Sonra o üzüntünün ardından (Allah) size bir güven, bir kısmınızı bürüyen bir uyku indirdi; bir kısmınız da kendi canlarının kaygısına düşmüştü. Allah'a karşı cahiliyye zannı gibi haksız bir zanda bulunuyorlar: "Bu işten bize bir şey var mı?" diyorlardı. De ki: "Bütün iş, Allah'a aittir." Onlar sana açıklayamadıklarını içlerinde gizliyorlar.

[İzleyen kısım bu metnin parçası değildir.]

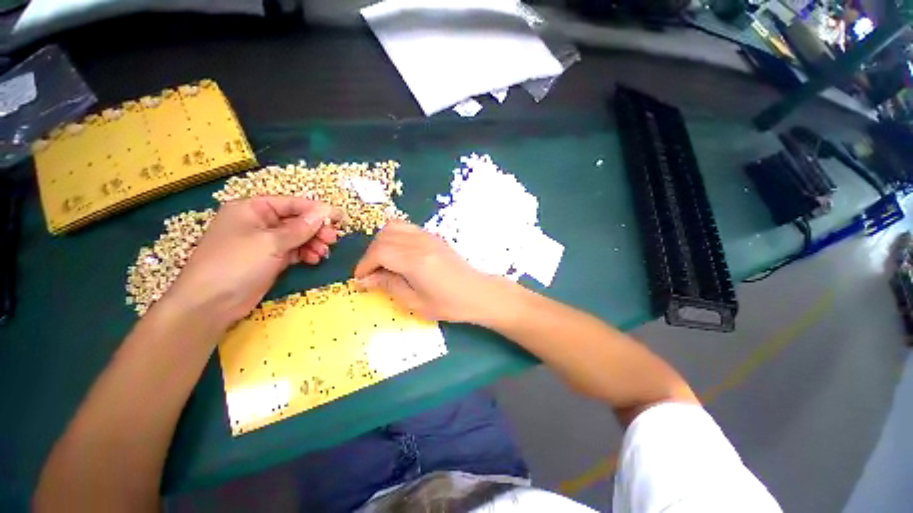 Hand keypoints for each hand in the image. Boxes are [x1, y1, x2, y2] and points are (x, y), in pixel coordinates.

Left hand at [165, 196, 342, 326]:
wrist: (211, 304)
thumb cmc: (237, 263)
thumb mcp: (271, 242)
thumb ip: (301, 228)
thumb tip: (324, 212)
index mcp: (252, 209)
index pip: (291, 204)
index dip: (316, 210)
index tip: (339, 217)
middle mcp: (258, 222)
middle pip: (296, 220)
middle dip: (316, 229)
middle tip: (333, 239)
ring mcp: (264, 242)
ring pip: (297, 237)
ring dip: (313, 243)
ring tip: (324, 252)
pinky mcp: (269, 259)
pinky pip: (294, 251)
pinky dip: (306, 254)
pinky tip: (314, 259)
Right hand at [353, 221, 508, 322]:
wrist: (476, 293)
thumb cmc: (448, 304)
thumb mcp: (415, 302)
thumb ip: (389, 286)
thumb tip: (365, 280)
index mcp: (416, 261)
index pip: (379, 252)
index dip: (364, 264)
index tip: (360, 279)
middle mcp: (421, 243)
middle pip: (384, 236)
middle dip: (370, 254)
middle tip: (371, 273)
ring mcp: (429, 236)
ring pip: (394, 226)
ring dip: (381, 242)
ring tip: (382, 262)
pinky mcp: (434, 236)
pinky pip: (407, 227)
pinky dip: (395, 236)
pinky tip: (398, 253) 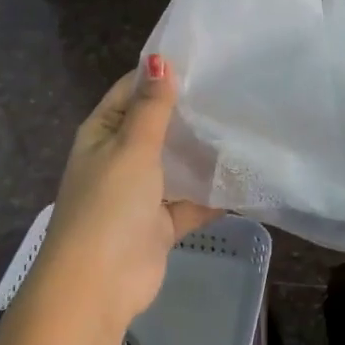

Diyorlar ki: "Bu işten bize bir fayda olsaydı, burada öldürülmezdik." De ki: "Evlerinizde dahi olsaydınız, yine üzerine öldürülme(si) yazılmış olanlar, mutlaka (vurulup) yatacakları yeri boylardı. Allah göğüslerinizdekini denemek, kalblerinizdekini açığa çıkarmak için (bunları başınıza getirdi)". Allah göğüslerin özünü bilir.

Tefhim-ul Kuran

Sonra kederin ardından üzerinize bir güvenlik (duygusu) indirdi, bir uyuklama ki, içinizden bir grubu sarıveriyordu. Bir grup da, canları derdine düşmüştü; Allah´a karşı haksız yere cahiliye zannıyla zanlara kapılarak: «Bu işten bize ne var ki?» diyorlardı. De ki: «Şüphesiz işin tümü Allah´ındır.» Onlar, sana açıklamadıkları şeyi içlerinde gizli tutuyorlar, «Bu işten bize bir şey olsaydı, biz burada öldürülmezdik» diyorlar. De ki: «Eğer evlerinizde de olsaydınız, üzerlerine öldürülmesi yazılmış olanlar, yine devrilecekleri yerlere gidecekti. (Bunu) Allah, sinelerinizdekini denemek ve kalplerinizde olanı arındırmak için (yaptı) . Allah, sinelerin özünde saklı duranı bilendir.

Yaşar Nuri Öztürk

Sonra bu kederin ardından üzerinize, içinizden bir grubu sarıp kuşatan, güven verici bir uyku indirdi. Bir grup da -gerçekten onlar kendi canlarının derdine düşmüştü- Allah hakkında gerçek dışı sanılara, cahiliye düşüncelerine kapılıyordu. "Şu işten bize bir şey var mı?" diyorlardı. De ki: "Emir/iş ve oluş tümüyle Allah'ındır." Öz benliklerinde, sana açıklamaz oldukları şeyler saklıyorlar. Diyorlar ki: "Bu işten bizim lehimize bir şey olsaydı, şuracıkta öldürülmezdik." Söyle onlara: "Evlerinizde kalsaydınız bile, üzerlerine ölüm yazılmış olanlar, uzanacakları yerleri muhakkak boylayacaklardı." Bu, Allah, göğüslerinizdekini denesin, kalplerinizdekini ortaya çıkarsın diyedir. Allah, göğüslerin özünü çok iyi bilir.